[R] Finding combination of states

Richard O'Keefe r@oknz @end|ng |rom gm@||@com
Thu Sep 7 12:51:30 CEST 2023


The Data Colada blog has some articles about the groundhog package.
See particular https://datacolada.org/95
and especially https://datacolada.org/100

I now have three reasons for preferring to stick with the core library
packages as much as possible.
1) It's just better style to do more with less.
2) The core packages are much better documented.  I'm favourably
   impressed by R package documentation in general, but the core
   packages are spelled out in more detail in more books.  (Only
   the tidyverse comes close, and it doesn't come close.)
3) Packages outside the core break frighteningly fast.
   From Data Colada 100,
   "A paper published ... in *Nature: Scientific Data (.htm
<https://www.nature.com/articles/s41597-022-01143-6>)* attempted to
automatically re-execute 2335 R scripts posted as supporting materials for
published papers. After cleaning the scripts (installing necessary packages
and fixing paths to local files) only  44% of scripts run without
generating errors. So, *most* scripts did not run."

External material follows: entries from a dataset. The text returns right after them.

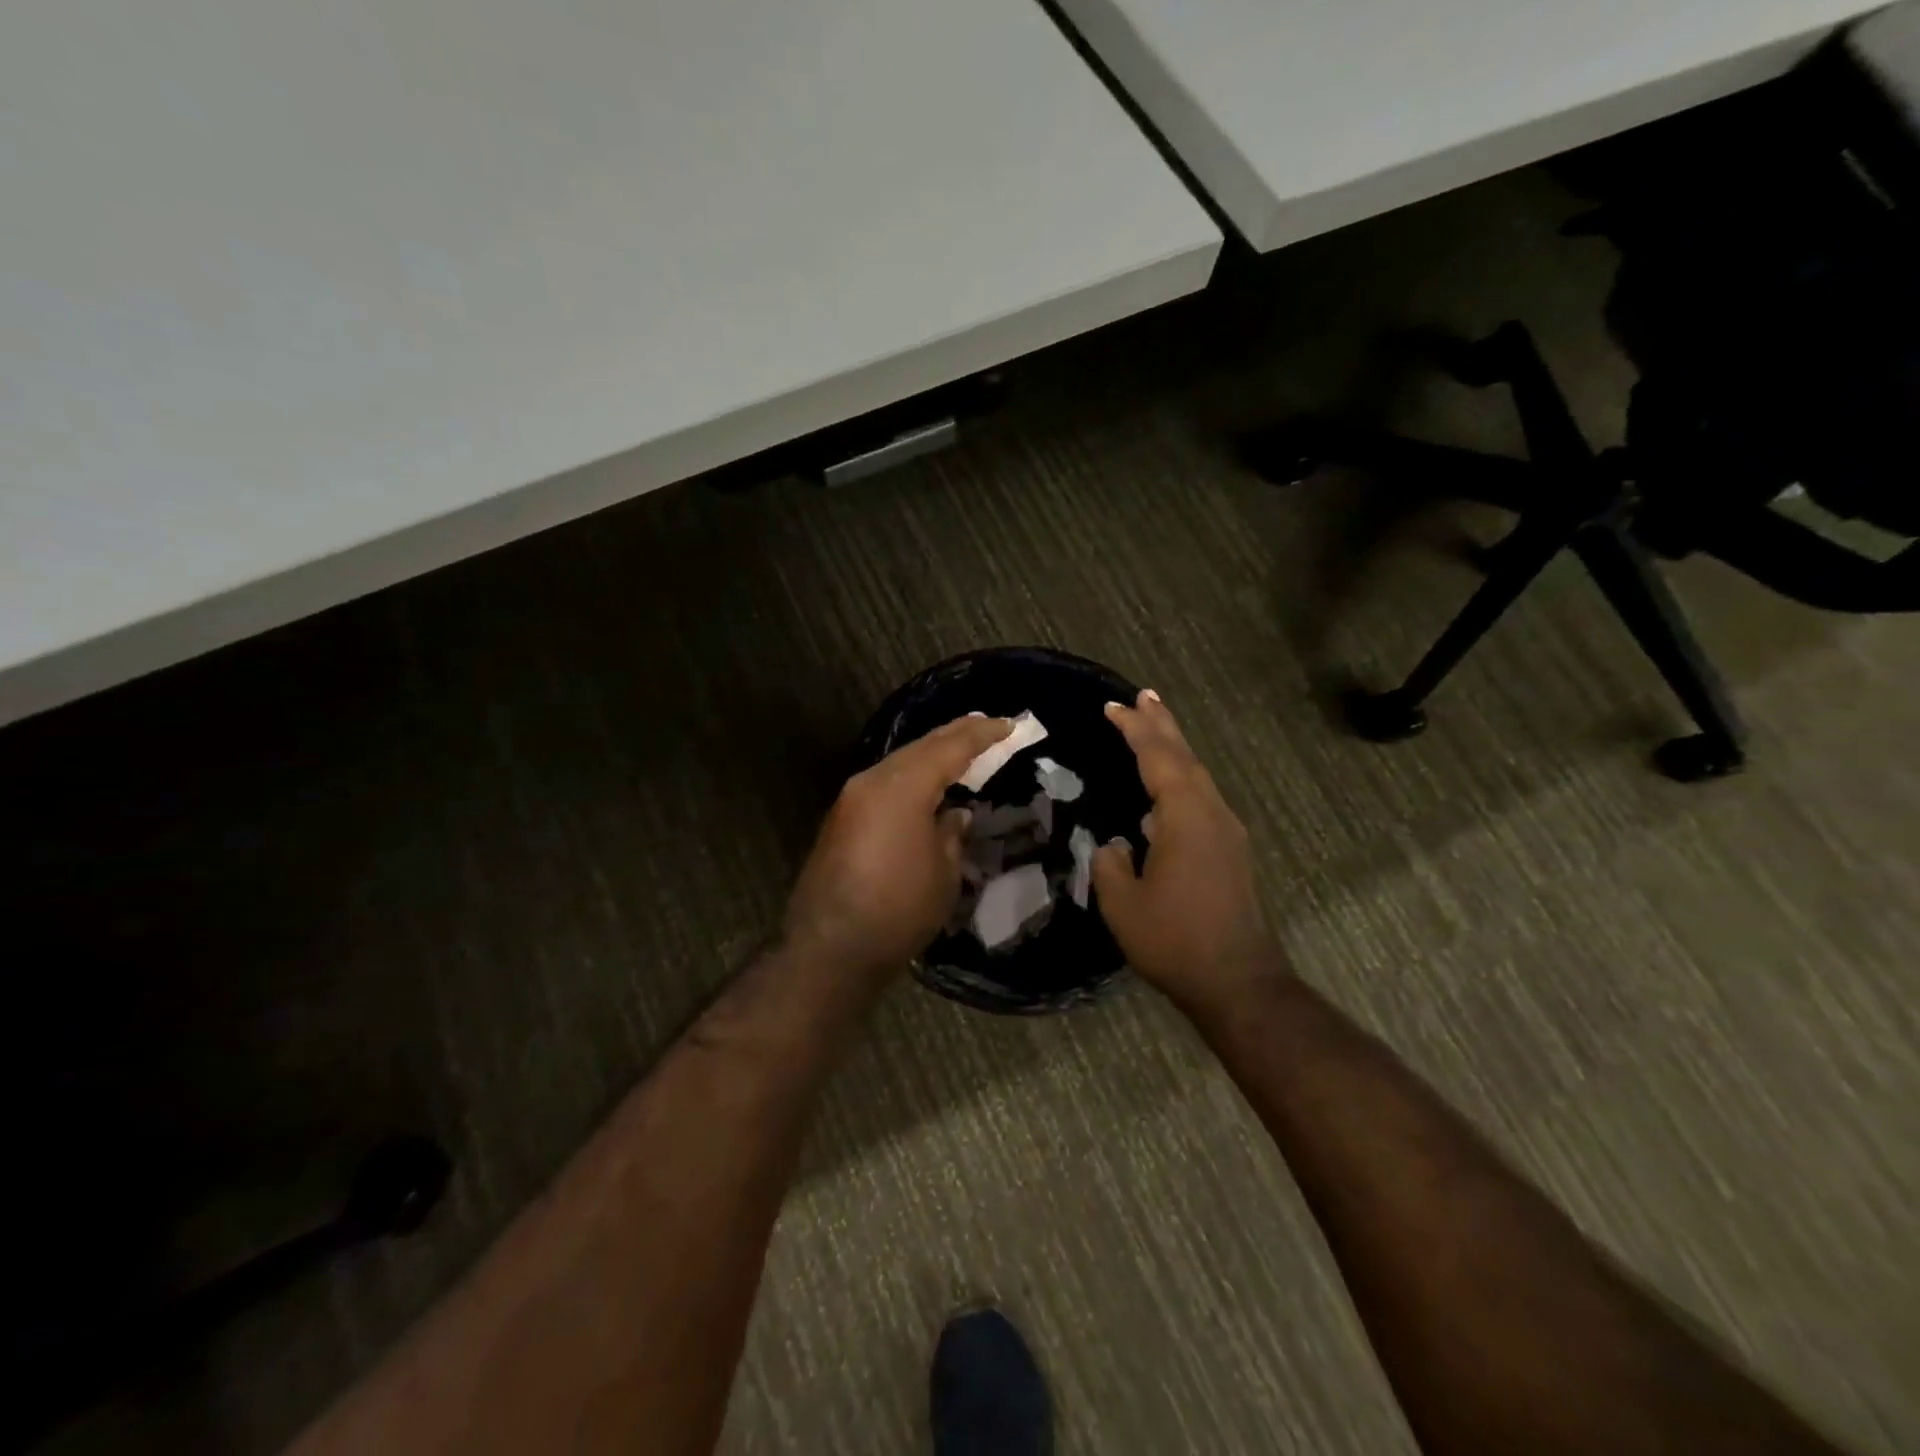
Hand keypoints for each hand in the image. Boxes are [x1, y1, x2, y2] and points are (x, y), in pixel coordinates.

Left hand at [783, 715, 1011, 978]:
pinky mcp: (841, 820)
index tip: (1009, 724)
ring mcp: (851, 800)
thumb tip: (954, 813)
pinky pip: (884, 784)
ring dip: (931, 754)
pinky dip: (911, 777)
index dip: (982, 735)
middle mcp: (872, 781)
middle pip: (920, 747)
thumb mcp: (943, 872)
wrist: (830, 949)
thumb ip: (951, 833)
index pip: (950, 748)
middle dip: (955, 735)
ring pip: (899, 763)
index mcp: (902, 787)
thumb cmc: (898, 910)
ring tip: (961, 749)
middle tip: (987, 726)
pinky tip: (926, 784)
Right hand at [1092, 691, 1283, 1010]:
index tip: (1113, 706)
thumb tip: (1113, 844)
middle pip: (1184, 757)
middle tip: (1142, 696)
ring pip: (1197, 776)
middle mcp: (1212, 813)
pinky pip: (1201, 797)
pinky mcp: (1230, 850)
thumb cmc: (1174, 940)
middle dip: (1161, 725)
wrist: (1237, 980)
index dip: (1135, 730)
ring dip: (1174, 748)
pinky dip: (1181, 778)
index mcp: (1185, 817)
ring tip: (1153, 727)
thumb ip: (1109, 864)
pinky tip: (1166, 790)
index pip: (1158, 758)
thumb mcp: (1123, 904)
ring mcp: (1226, 831)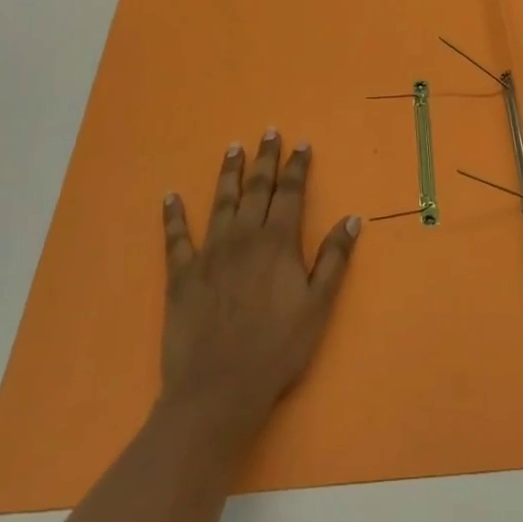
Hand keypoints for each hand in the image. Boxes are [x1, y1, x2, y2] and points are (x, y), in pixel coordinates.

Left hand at [160, 131, 360, 442]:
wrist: (219, 389)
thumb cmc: (277, 349)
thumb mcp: (318, 305)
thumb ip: (334, 258)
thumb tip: (352, 218)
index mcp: (278, 241)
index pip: (291, 192)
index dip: (297, 166)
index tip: (301, 144)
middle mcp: (244, 236)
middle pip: (257, 188)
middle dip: (265, 159)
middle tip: (268, 132)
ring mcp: (209, 252)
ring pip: (221, 201)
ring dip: (228, 173)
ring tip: (233, 148)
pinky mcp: (181, 274)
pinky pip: (175, 237)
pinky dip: (173, 215)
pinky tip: (170, 196)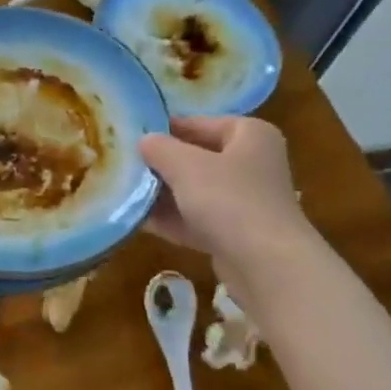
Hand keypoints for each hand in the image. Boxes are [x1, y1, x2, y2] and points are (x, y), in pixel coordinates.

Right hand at [140, 116, 308, 267]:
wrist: (267, 266)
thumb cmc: (229, 200)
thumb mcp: (186, 166)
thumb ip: (160, 148)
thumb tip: (144, 140)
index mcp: (250, 135)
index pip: (200, 123)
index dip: (165, 129)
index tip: (132, 136)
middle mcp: (252, 164)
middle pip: (197, 158)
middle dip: (161, 165)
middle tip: (123, 166)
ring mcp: (245, 202)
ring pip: (196, 192)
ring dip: (163, 194)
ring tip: (124, 192)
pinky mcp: (236, 235)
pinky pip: (198, 220)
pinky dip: (172, 220)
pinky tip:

Now the issue here is strikingly reminiscent of expand.grid.
In fact it's so reminiscent of expand.grid that I wonder if expand.grid
could be used to solve whatever the *original* problem was.

paste2 <- function (x, y) as.vector(outer(x, y, paste(0))
states <- list(c("X"), c("A","B","C"), c("A","B","C"), c("A","B","C"),
c("Z"))
x <- states[[length(states)]]
for (i in (length(states)-1):1) x <- paste2(states[[i]], x)
x

The output is
 [1] "XAAAZ" "XBAAZ" "XCAAZ" "XABAZ" "XBBAZ" "XCBAZ" "XACAZ" "XBCAZ"
"XCCAZ"}
[10] "XAABZ" "XBABZ" "XCABZ" "XABBZ" "XBBBZ" "XCBBZ" "XACBZ" "XBCBZ" "XCCBZ"
[19] "XAACZ" "XBACZ" "XCACZ" "XABCZ" "XBBCZ" "XCBCZ" "XACCZ" "XBCCZ" "XCCCZ"

How close this comes to what you want is for you to decide;
what I've hoped to show is that core R has simple building blocks
that you can use *simply* to do this kind of thing.

In fact we can do better by eliminating outer() and using rep() to
reshape the state lists and a single invocation of paste0() to put
them together.  But it's probably not worth while.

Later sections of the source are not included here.